[MATERIAL SUPPLIED]

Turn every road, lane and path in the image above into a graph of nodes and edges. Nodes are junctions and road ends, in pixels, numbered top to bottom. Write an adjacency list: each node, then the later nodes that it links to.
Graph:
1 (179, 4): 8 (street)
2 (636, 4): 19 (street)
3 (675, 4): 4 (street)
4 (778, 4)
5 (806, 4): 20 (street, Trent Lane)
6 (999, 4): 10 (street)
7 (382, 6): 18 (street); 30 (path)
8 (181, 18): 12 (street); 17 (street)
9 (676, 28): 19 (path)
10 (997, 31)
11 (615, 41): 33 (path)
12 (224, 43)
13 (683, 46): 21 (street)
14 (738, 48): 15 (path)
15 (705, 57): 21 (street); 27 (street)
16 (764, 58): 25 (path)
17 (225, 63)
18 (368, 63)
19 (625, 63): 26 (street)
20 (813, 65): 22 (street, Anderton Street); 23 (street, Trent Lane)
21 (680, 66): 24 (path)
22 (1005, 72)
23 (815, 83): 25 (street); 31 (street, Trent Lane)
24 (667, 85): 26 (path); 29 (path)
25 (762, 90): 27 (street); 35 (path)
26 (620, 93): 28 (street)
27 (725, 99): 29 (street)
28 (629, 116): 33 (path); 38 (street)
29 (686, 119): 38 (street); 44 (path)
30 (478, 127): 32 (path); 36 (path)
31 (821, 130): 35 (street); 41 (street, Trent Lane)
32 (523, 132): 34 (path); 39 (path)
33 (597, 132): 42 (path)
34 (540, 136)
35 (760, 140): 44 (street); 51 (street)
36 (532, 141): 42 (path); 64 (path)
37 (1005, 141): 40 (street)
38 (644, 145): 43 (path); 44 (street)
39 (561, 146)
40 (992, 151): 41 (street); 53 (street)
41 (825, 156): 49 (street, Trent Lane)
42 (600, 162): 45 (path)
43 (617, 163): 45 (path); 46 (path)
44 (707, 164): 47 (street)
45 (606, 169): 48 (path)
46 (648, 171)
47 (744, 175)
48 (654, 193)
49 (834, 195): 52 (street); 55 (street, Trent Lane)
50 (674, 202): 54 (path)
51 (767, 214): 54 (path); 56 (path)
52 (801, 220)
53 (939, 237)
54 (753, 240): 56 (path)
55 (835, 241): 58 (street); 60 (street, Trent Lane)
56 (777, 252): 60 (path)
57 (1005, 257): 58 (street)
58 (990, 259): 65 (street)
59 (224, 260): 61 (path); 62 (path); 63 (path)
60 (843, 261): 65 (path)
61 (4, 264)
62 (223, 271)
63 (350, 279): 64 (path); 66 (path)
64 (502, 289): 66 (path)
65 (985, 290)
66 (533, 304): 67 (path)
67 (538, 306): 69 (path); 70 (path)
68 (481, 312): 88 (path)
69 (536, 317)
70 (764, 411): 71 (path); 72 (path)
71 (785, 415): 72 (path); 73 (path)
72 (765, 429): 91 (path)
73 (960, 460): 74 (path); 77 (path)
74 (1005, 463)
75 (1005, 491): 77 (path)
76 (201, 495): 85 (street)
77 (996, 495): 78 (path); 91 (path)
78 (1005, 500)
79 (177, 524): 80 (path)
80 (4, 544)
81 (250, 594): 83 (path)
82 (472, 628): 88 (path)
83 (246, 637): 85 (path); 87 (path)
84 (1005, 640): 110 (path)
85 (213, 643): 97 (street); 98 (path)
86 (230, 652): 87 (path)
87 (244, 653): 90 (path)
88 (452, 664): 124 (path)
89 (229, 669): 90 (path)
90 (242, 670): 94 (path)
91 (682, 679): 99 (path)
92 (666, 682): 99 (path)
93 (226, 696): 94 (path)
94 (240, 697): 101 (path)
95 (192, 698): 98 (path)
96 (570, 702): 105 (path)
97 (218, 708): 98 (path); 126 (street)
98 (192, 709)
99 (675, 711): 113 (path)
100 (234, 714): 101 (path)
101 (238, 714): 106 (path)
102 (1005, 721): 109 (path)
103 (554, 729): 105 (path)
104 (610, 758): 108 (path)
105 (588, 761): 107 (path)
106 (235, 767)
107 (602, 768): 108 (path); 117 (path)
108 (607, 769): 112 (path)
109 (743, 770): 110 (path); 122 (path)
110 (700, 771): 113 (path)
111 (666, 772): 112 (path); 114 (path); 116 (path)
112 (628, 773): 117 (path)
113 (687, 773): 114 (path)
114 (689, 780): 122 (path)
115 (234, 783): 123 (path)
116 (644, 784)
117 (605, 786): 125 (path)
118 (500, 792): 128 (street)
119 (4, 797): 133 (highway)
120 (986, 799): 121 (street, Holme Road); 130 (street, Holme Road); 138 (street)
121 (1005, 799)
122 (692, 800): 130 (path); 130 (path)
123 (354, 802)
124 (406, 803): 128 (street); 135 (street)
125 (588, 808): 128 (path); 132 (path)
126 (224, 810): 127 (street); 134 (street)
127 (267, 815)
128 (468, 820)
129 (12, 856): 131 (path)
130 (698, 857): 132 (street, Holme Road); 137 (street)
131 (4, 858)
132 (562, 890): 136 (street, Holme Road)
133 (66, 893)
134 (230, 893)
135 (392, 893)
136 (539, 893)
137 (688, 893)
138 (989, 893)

[/MATERIAL SUPPLIED]

▶ ACTION ITEM
All of the data above should be transcribed exactly.

▶ TASK RESPONSE
Turn every road, lane and path in the image above into a graph of nodes and edges. Nodes are junctions and road ends, in pixels, numbered top to bottom. Write an adjacency list: each node, then the later nodes that it links to.
Graph:
1 (179, 4): 8 (street)
2 (636, 4): 19 (street)
3 (675, 4): 4 (street)
4 (778, 4)
5 (806, 4): 20 (street, Trent Lane)
6 (999, 4): 10 (street)
7 (382, 6): 18 (street); 30 (path)
8 (181, 18): 12 (street); 17 (street)
9 (676, 28): 19 (path)
10 (997, 31)
11 (615, 41): 33 (path)
12 (224, 43)
13 (683, 46): 21 (street)
14 (738, 48): 15 (path)
15 (705, 57): 21 (street); 27 (street)
16 (764, 58): 25 (path)
17 (225, 63)
18 (368, 63)
19 (625, 63): 26 (street)
20 (813, 65): 22 (street, Anderton Street); 23 (street, Trent Lane)
21 (680, 66): 24 (path)
22 (1005, 72)
23 (815, 83): 25 (street); 31 (street, Trent Lane)
24 (667, 85): 26 (path); 29 (path)
25 (762, 90): 27 (street); 35 (path)
26 (620, 93): 28 (street)
27 (725, 99): 29 (street)
28 (629, 116): 33 (path); 38 (street)
29 (686, 119): 38 (street); 44 (path)
30 (478, 127): 32 (path); 36 (path)
31 (821, 130): 35 (street); 41 (street, Trent Lane)
32 (523, 132): 34 (path); 39 (path)
33 (597, 132): 42 (path)
34 (540, 136)
35 (760, 140): 44 (street); 51 (street)
36 (532, 141): 42 (path); 64 (path)
37 (1005, 141): 40 (street)
38 (644, 145): 43 (path); 44 (street)
39 (561, 146)
40 (992, 151): 41 (street); 53 (street)
41 (825, 156): 49 (street, Trent Lane)
42 (600, 162): 45 (path)
43 (617, 163): 45 (path); 46 (path)
44 (707, 164): 47 (street)
45 (606, 169): 48 (path)
46 (648, 171)
47 (744, 175)
48 (654, 193)
49 (834, 195): 52 (street); 55 (street, Trent Lane)
50 (674, 202): 54 (path)
51 (767, 214): 54 (path); 56 (path)
52 (801, 220)
53 (939, 237)
54 (753, 240): 56 (path)
55 (835, 241): 58 (street); 60 (street, Trent Lane)
56 (777, 252): 60 (path)
57 (1005, 257): 58 (street)
58 (990, 259): 65 (street)
59 (224, 260): 61 (path); 62 (path); 63 (path)
60 (843, 261): 65 (path)
61 (4, 264)
62 (223, 271)
63 (350, 279): 64 (path); 66 (path)
64 (502, 289): 66 (path)
65 (985, 290)
66 (533, 304): 67 (path)
67 (538, 306): 69 (path); 70 (path)
68 (481, 312): 88 (path)
69 (536, 317)
70 (764, 411): 71 (path); 72 (path)
71 (785, 415): 72 (path); 73 (path)
72 (765, 429): 91 (path)
73 (960, 460): 74 (path); 77 (path)
74 (1005, 463)
75 (1005, 491): 77 (path)
76 (201, 495): 85 (street)
77 (996, 495): 78 (path); 91 (path)
78 (1005, 500)
79 (177, 524): 80 (path)
80 (4, 544)
81 (250, 594): 83 (path)
82 (472, 628): 88 (path)
83 (246, 637): 85 (path); 87 (path)
84 (1005, 640): 110 (path)
85 (213, 643): 97 (street); 98 (path)
86 (230, 652): 87 (path)
87 (244, 653): 90 (path)
88 (452, 664): 124 (path)
89 (229, 669): 90 (path)
90 (242, 670): 94 (path)
91 (682, 679): 99 (path)
92 (666, 682): 99 (path)
93 (226, 696): 94 (path)
94 (240, 697): 101 (path)
95 (192, 698): 98 (path)
96 (570, 702): 105 (path)
97 (218, 708): 98 (path); 126 (street)
98 (192, 709)
99 (675, 711): 113 (path)
100 (234, 714): 101 (path)
101 (238, 714): 106 (path)
102 (1005, 721): 109 (path)
103 (554, 729): 105 (path)
104 (610, 758): 108 (path)
105 (588, 761): 107 (path)
106 (235, 767)
107 (602, 768): 108 (path); 117 (path)
108 (607, 769): 112 (path)
109 (743, 770): 110 (path); 122 (path)
110 (700, 771): 113 (path)
111 (666, 772): 112 (path); 114 (path); 116 (path)
112 (628, 773): 117 (path)
113 (687, 773): 114 (path)
114 (689, 780): 122 (path)
115 (234, 783): 123 (path)
116 (644, 784)
117 (605, 786): 125 (path)
118 (500, 792): 128 (street)
119 (4, 797): 133 (highway)
120 (986, 799): 121 (street, Holme Road); 130 (street, Holme Road); 138 (street)
121 (1005, 799)
122 (692, 800): 130 (path); 130 (path)
123 (354, 802)
124 (406, 803): 128 (street); 135 (street)
125 (588, 808): 128 (path); 132 (path)
126 (224, 810): 127 (street); 134 (street)
127 (267, 815)
128 (468, 820)
129 (12, 856): 131 (path)
130 (698, 857): 132 (street, Holme Road); 137 (street)
131 (4, 858)
132 (562, 890): 136 (street, Holme Road)
133 (66, 893)
134 (230, 893)
135 (392, 893)
136 (539, 893)
137 (688, 893)
138 (989, 893)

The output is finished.